Record excerpts START

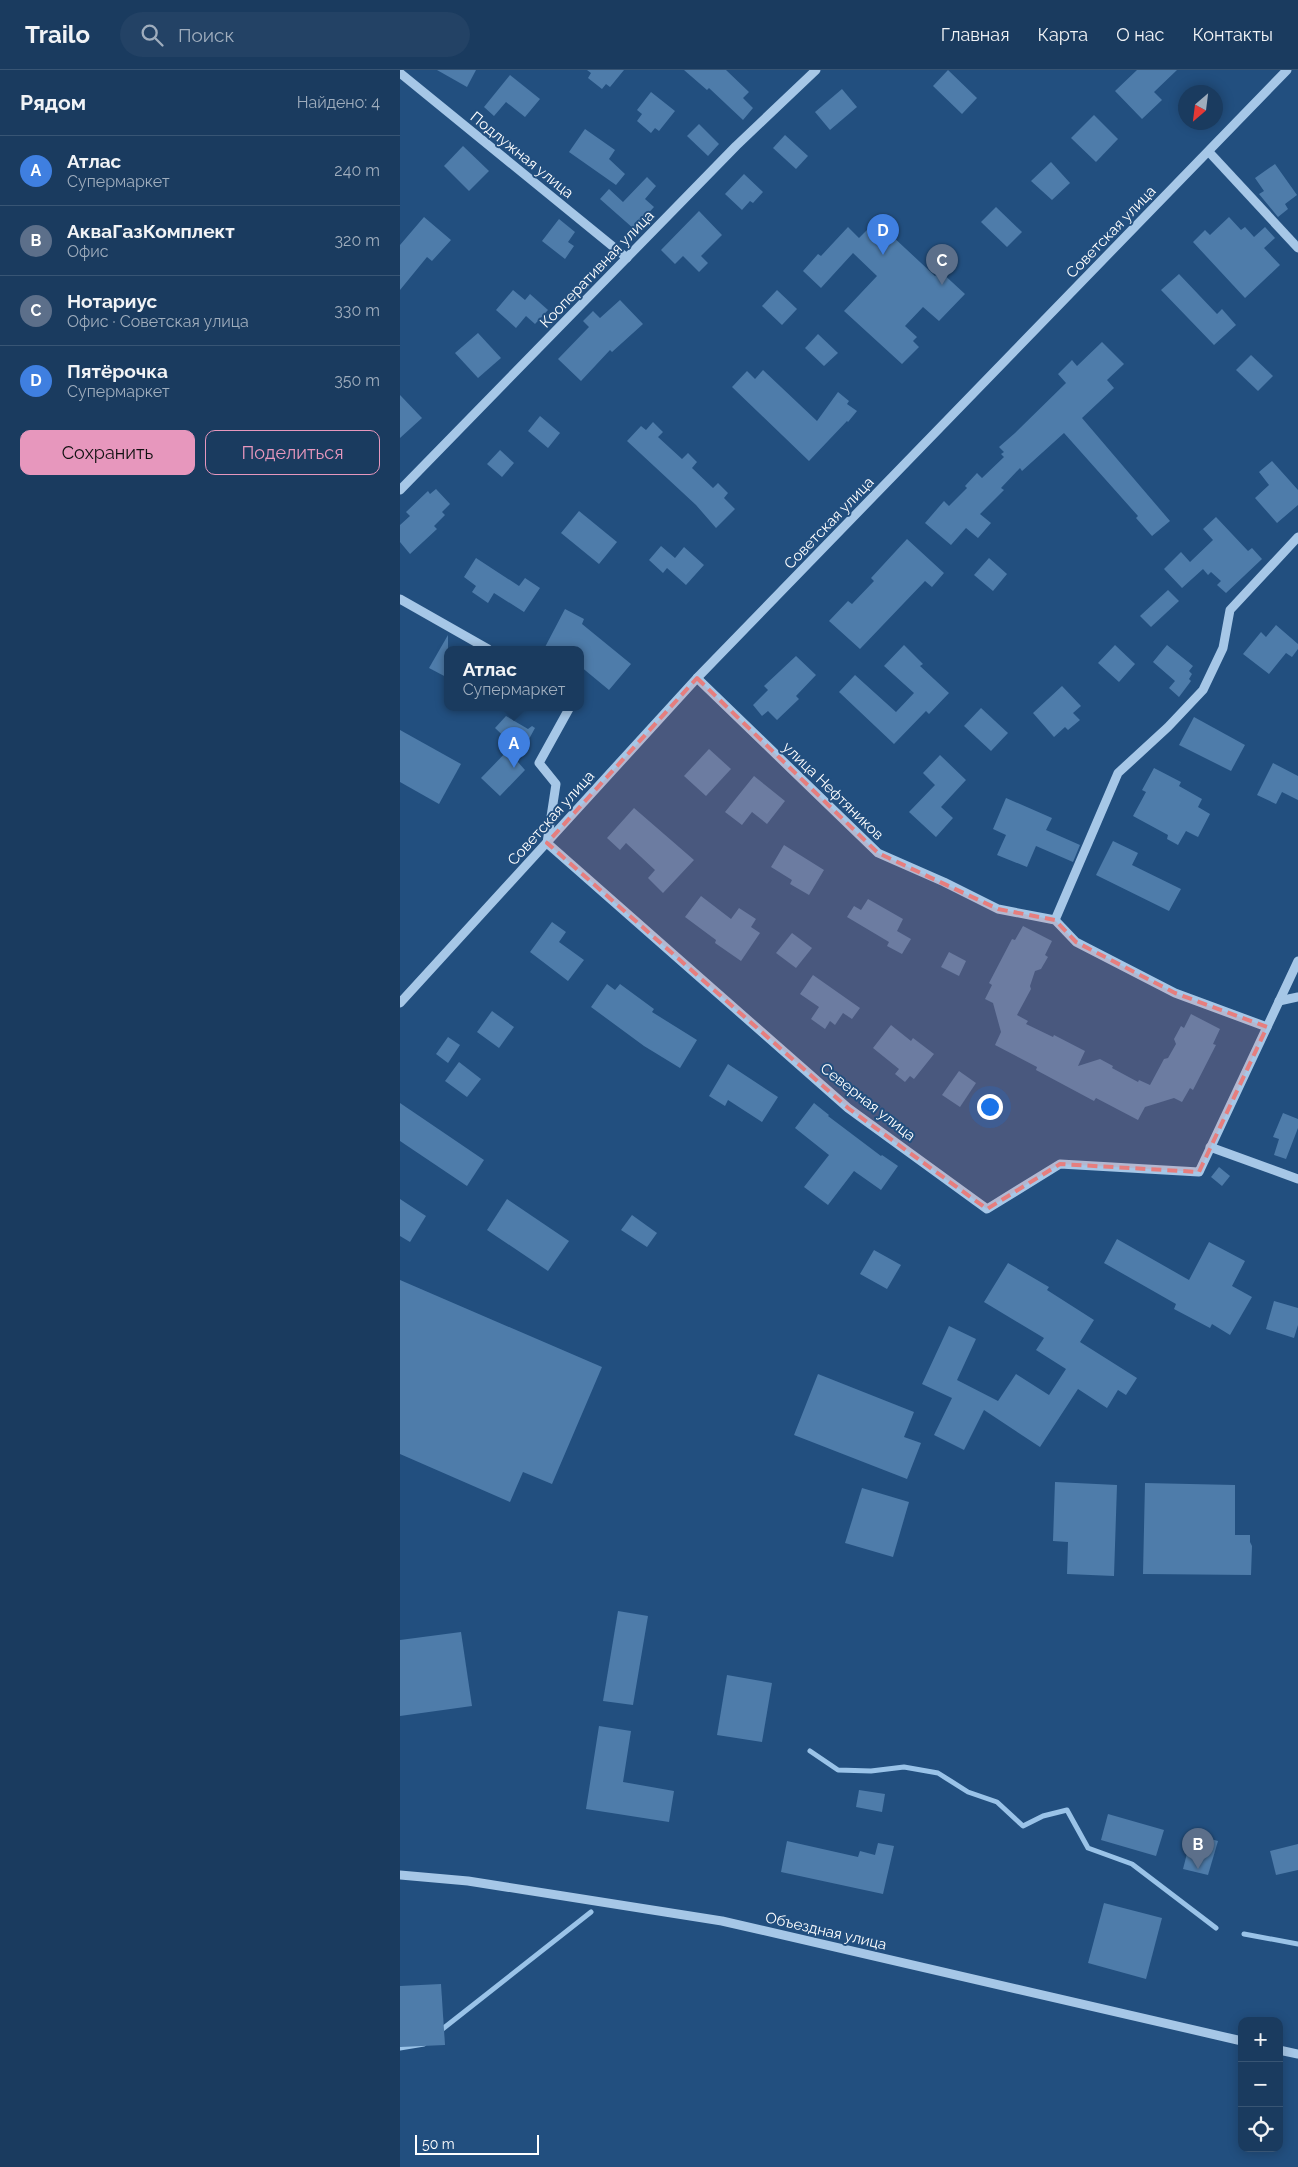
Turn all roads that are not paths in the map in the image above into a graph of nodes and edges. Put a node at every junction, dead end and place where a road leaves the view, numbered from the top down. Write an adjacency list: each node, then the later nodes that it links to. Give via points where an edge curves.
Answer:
1 (816, 70): 6 (street, Кооперативная улица, via 736,146)
2 (1287, 70): 4 (street, Советская улица)
3 (400, 73): 6 (street, Подлужная улица)
4 (1209, 152): 5 (street); 11 (street, Советская улица)
5 (1298, 248)
6 (627, 258): 7 (street, Кооперативная улица)
7 (400, 490)
8 (1298, 537): 14 (street, via 1230,610 1223,648 1203,690 1118,773)
9 (400, 599): 10 (street)
10 (483, 646)
11 (697, 678): 13 (street, Советская улица); 14 (street, улица Нефтяников, via 878,854 998,909)
12 (568, 711): 13 (street, via 539,764 556,784)
13 (547, 843): 18 (street, Советская улица); 20 (street, Северная улица, via 848,1108 987,1209 1060,1164 1198,1172)
14 (1055, 920): 19 (street, via 1076,942 1175,993)
15 (1298, 961): 17 (street)
16 (1298, 997): 17 (street)
17 (1279, 1001): 19 (street, Северная улица)
18 (400, 1003)
19 (1267, 1027): 20 (street, Северная улица)
20 (1210, 1147): 21 (street)
21 (1298, 1179)
22 (400, 1875): 23 (street, Объездная улица, via 468,1880 722,1921)
23 (1238, 2040)
24 (1283, 2051): 25 (street)
25 (1298, 2054)

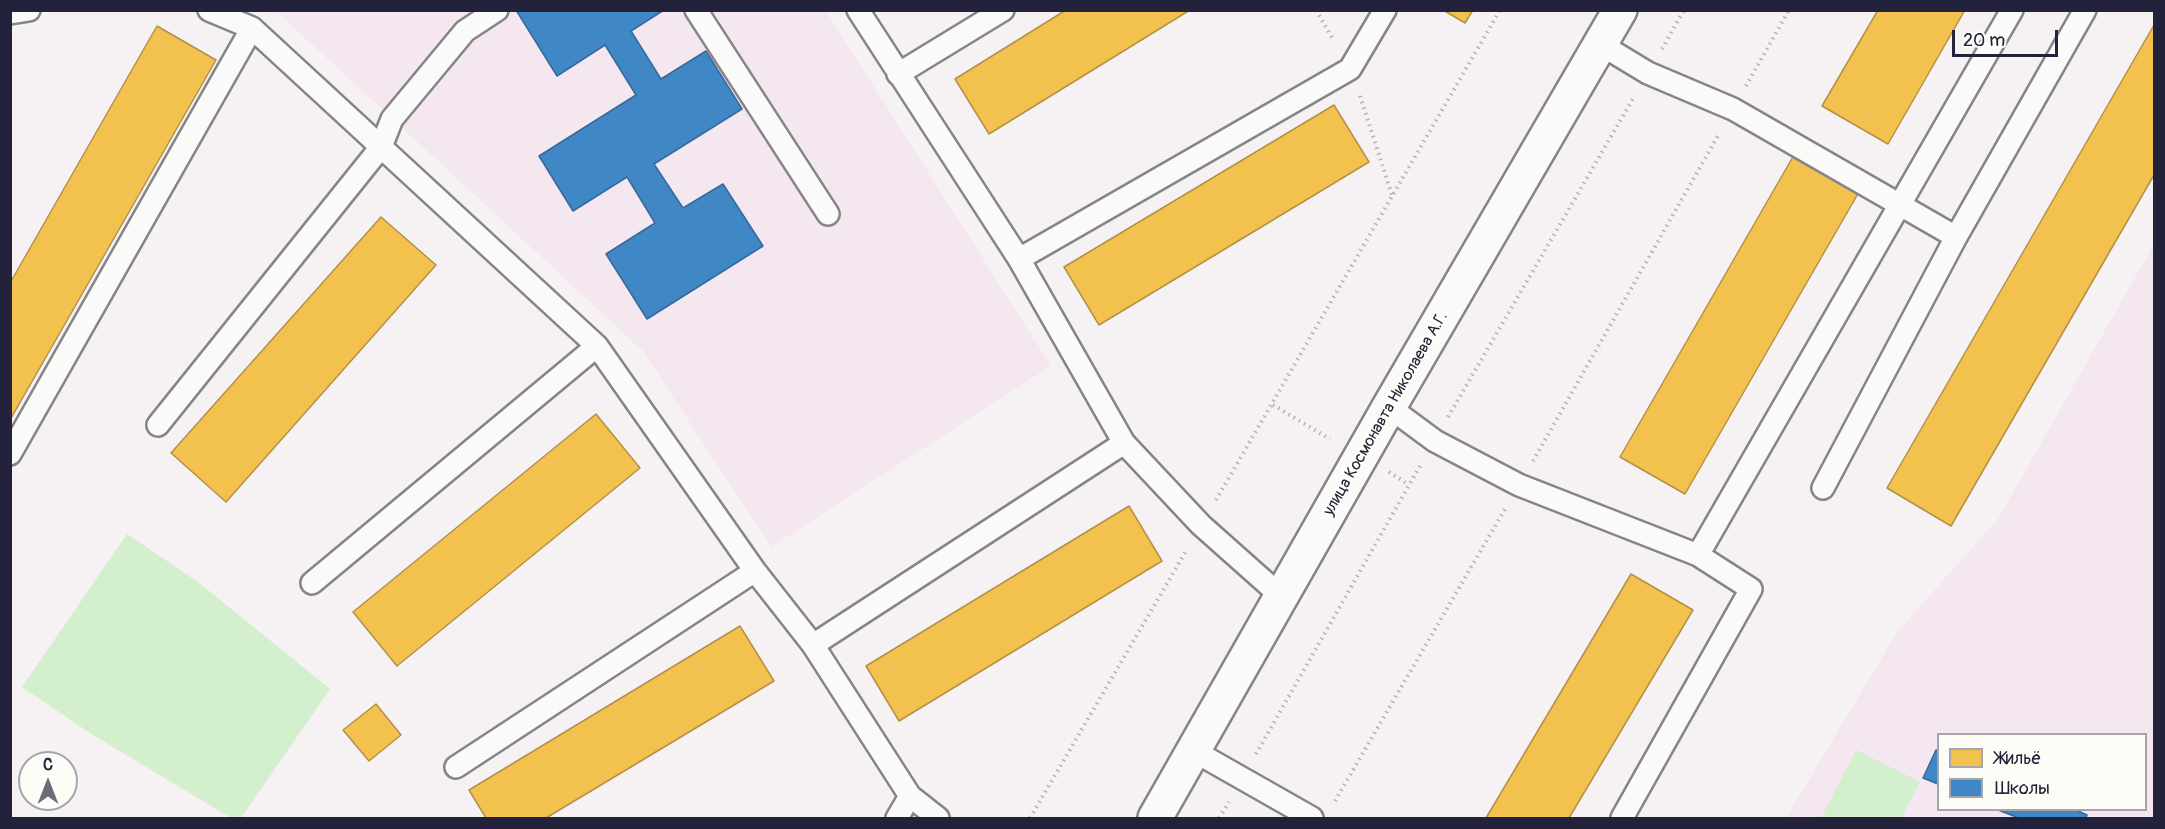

Record excerpts END

■ **Required work**
Repeat the material exactly. Any picture in it should be dropped.

■ **Solution to the exercise**
Turn all roads that are not paths in the map in the image above into a graph of nodes and edges. Put a node at every junction, dead end and place where a road leaves the view, numbered from the top down. Write an adjacency list: each node, then the later nodes that it links to. Give via points where an edge curves.
Answer:
1 (816, 70): 6 (street, Кооперативная улица, via 736,146)
2 (1287, 70): 4 (street, Советская улица)
3 (400, 73): 6 (street, Подлужная улица)
4 (1209, 152): 5 (street); 11 (street, Советская улица)
5 (1298, 248)
6 (627, 258): 7 (street, Кооперативная улица)
7 (400, 490)
8 (1298, 537): 14 (street, via 1230,610 1223,648 1203,690 1118,773)
9 (400, 599): 10 (street)
10 (483, 646)
11 (697, 678): 13 (street, Советская улица); 14 (street, улица Нефтяников, via 878,854 998,909)
12 (568, 711): 13 (street, via 539,764 556,784)
13 (547, 843): 18 (street, Советская улица); 20 (street, Северная улица, via 848,1108 987,1209 1060,1164 1198,1172)
14 (1055, 920): 19 (street, via 1076,942 1175,993)
15 (1298, 961): 17 (street)
16 (1298, 997): 17 (street)
17 (1279, 1001): 19 (street, Северная улица)
18 (400, 1003)
19 (1267, 1027): 20 (street, Северная улица)
20 (1210, 1147): 21 (street)
21 (1298, 1179)
22 (400, 1875): 23 (street, Объездная улица, via 468,1880 722,1921)
23 (1238, 2040)
24 (1283, 2051): 25 (street)
25 (1298, 2054)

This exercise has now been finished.